→ WHAT TO WORK ON: Write out each record below exactly, without pictures.

→ EXTRACTED DATA:

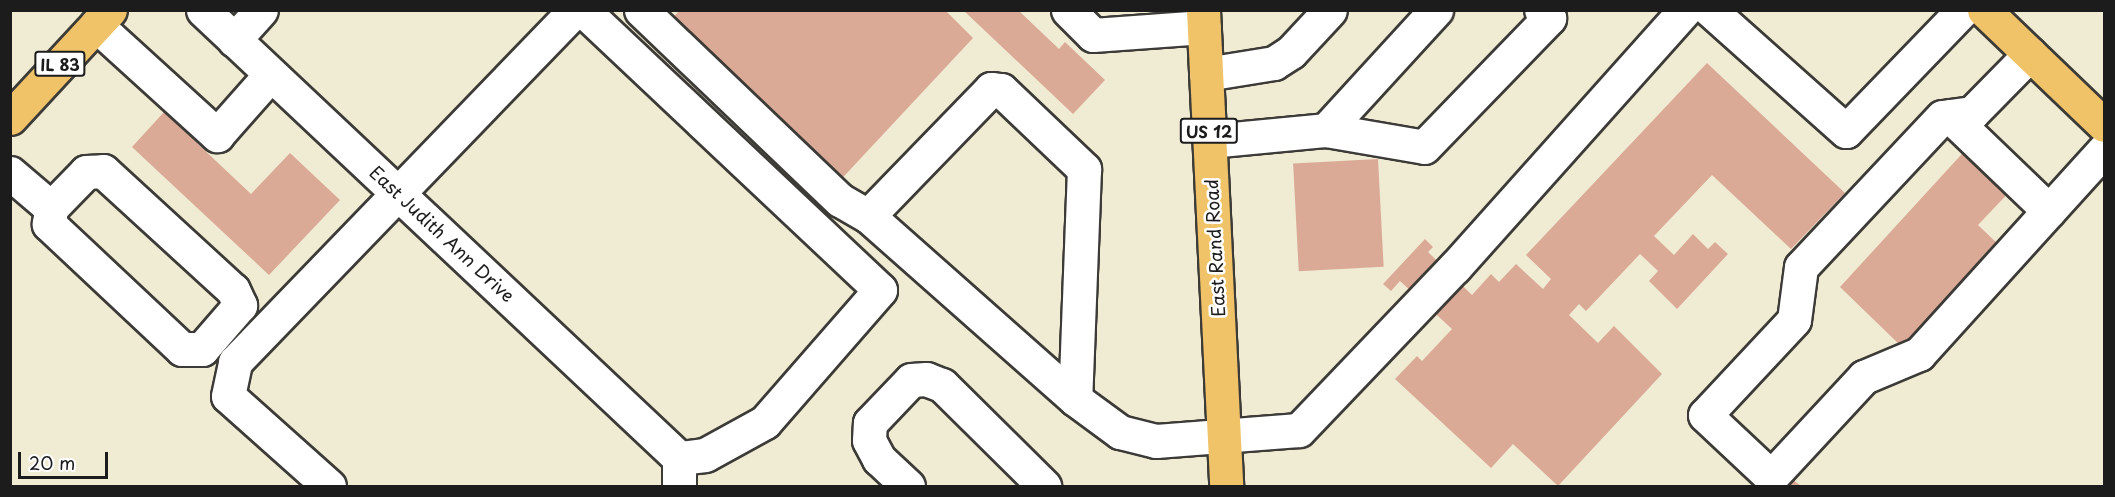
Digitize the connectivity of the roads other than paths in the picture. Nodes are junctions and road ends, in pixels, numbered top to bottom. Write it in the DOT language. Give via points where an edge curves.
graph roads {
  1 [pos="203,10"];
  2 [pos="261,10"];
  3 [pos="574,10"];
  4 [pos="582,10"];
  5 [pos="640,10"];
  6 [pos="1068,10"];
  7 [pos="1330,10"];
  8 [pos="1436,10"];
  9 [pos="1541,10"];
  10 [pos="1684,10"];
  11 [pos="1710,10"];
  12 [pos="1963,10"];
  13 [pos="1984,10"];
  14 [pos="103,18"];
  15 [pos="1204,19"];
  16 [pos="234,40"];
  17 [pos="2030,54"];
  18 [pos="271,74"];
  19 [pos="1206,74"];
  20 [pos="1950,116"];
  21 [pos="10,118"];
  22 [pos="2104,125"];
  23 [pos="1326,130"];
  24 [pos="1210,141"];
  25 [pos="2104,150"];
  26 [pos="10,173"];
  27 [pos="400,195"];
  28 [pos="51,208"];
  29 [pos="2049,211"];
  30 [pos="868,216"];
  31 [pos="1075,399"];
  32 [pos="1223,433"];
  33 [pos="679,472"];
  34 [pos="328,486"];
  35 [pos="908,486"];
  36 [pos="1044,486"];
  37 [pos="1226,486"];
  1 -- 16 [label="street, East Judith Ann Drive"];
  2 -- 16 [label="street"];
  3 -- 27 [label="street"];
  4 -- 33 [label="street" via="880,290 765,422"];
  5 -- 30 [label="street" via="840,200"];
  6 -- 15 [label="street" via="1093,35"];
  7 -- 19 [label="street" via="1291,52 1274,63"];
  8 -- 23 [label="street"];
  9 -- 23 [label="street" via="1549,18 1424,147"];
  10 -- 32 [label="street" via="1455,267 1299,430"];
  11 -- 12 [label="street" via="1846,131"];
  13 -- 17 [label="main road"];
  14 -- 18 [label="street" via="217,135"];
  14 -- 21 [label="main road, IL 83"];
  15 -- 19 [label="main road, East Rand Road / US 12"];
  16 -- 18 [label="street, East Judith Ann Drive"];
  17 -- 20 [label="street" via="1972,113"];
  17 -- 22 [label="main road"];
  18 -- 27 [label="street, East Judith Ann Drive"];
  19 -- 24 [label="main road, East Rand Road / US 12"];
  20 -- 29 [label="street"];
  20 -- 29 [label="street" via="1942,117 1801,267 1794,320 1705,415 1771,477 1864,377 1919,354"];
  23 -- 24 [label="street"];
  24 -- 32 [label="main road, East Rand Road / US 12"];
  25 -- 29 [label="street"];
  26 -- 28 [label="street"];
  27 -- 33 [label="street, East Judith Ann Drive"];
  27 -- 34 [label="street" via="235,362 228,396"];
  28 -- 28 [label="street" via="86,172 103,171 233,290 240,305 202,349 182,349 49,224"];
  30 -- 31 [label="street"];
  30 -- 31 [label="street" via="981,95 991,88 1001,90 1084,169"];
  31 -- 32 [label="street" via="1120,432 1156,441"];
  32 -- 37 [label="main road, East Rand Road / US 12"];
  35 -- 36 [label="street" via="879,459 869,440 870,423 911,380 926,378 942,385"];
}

→ ANSWER FOR THE TASK:
Digitize the connectivity of the roads other than paths in the picture. Nodes are junctions and road ends, in pixels, numbered top to bottom. Write it in the DOT language. Give via points where an edge curves.
graph roads {
  1 [pos="203,10"];
  2 [pos="261,10"];
  3 [pos="574,10"];
  4 [pos="582,10"];
  5 [pos="640,10"];
  6 [pos="1068,10"];
  7 [pos="1330,10"];
  8 [pos="1436,10"];
  9 [pos="1541,10"];
  10 [pos="1684,10"];
  11 [pos="1710,10"];
  12 [pos="1963,10"];
  13 [pos="1984,10"];
  14 [pos="103,18"];
  15 [pos="1204,19"];
  16 [pos="234,40"];
  17 [pos="2030,54"];
  18 [pos="271,74"];
  19 [pos="1206,74"];
  20 [pos="1950,116"];
  21 [pos="10,118"];
  22 [pos="2104,125"];
  23 [pos="1326,130"];
  24 [pos="1210,141"];
  25 [pos="2104,150"];
  26 [pos="10,173"];
  27 [pos="400,195"];
  28 [pos="51,208"];
  29 [pos="2049,211"];
  30 [pos="868,216"];
  31 [pos="1075,399"];
  32 [pos="1223,433"];
  33 [pos="679,472"];
  34 [pos="328,486"];
  35 [pos="908,486"];
  36 [pos="1044,486"];
  37 [pos="1226,486"];
  1 -- 16 [label="street, East Judith Ann Drive"];
  2 -- 16 [label="street"];
  3 -- 27 [label="street"];
  4 -- 33 [label="street" via="880,290 765,422"];
  5 -- 30 [label="street" via="840,200"];
  6 -- 15 [label="street" via="1093,35"];
  7 -- 19 [label="street" via="1291,52 1274,63"];
  8 -- 23 [label="street"];
  9 -- 23 [label="street" via="1549,18 1424,147"];
  10 -- 32 [label="street" via="1455,267 1299,430"];
  11 -- 12 [label="street" via="1846,131"];
  13 -- 17 [label="main road"];
  14 -- 18 [label="street" via="217,135"];
  14 -- 21 [label="main road, IL 83"];
  15 -- 19 [label="main road, East Rand Road / US 12"];
  16 -- 18 [label="street, East Judith Ann Drive"];
  17 -- 20 [label="street" via="1972,113"];
  17 -- 22 [label="main road"];
  18 -- 27 [label="street, East Judith Ann Drive"];
  19 -- 24 [label="main road, East Rand Road / US 12"];
  20 -- 29 [label="street"];
  20 -- 29 [label="street" via="1942,117 1801,267 1794,320 1705,415 1771,477 1864,377 1919,354"];
  23 -- 24 [label="street"];
  24 -- 32 [label="main road, East Rand Road / US 12"];
  25 -- 29 [label="street"];
  26 -- 28 [label="street"];
  27 -- 33 [label="street, East Judith Ann Drive"];
  27 -- 34 [label="street" via="235,362 228,396"];
  28 -- 28 [label="street" via="86,172 103,171 233,290 240,305 202,349 182,349 49,224"];
  30 -- 31 [label="street"];
  30 -- 31 [label="street" via="981,95 991,88 1001,90 1084,169"];
  31 -- 32 [label="street" via="1120,432 1156,441"];
  32 -- 37 [label="main road, East Rand Road / US 12"];
  35 -- 36 [label="street" via="879,459 869,440 870,423 911,380 926,378 942,385"];
}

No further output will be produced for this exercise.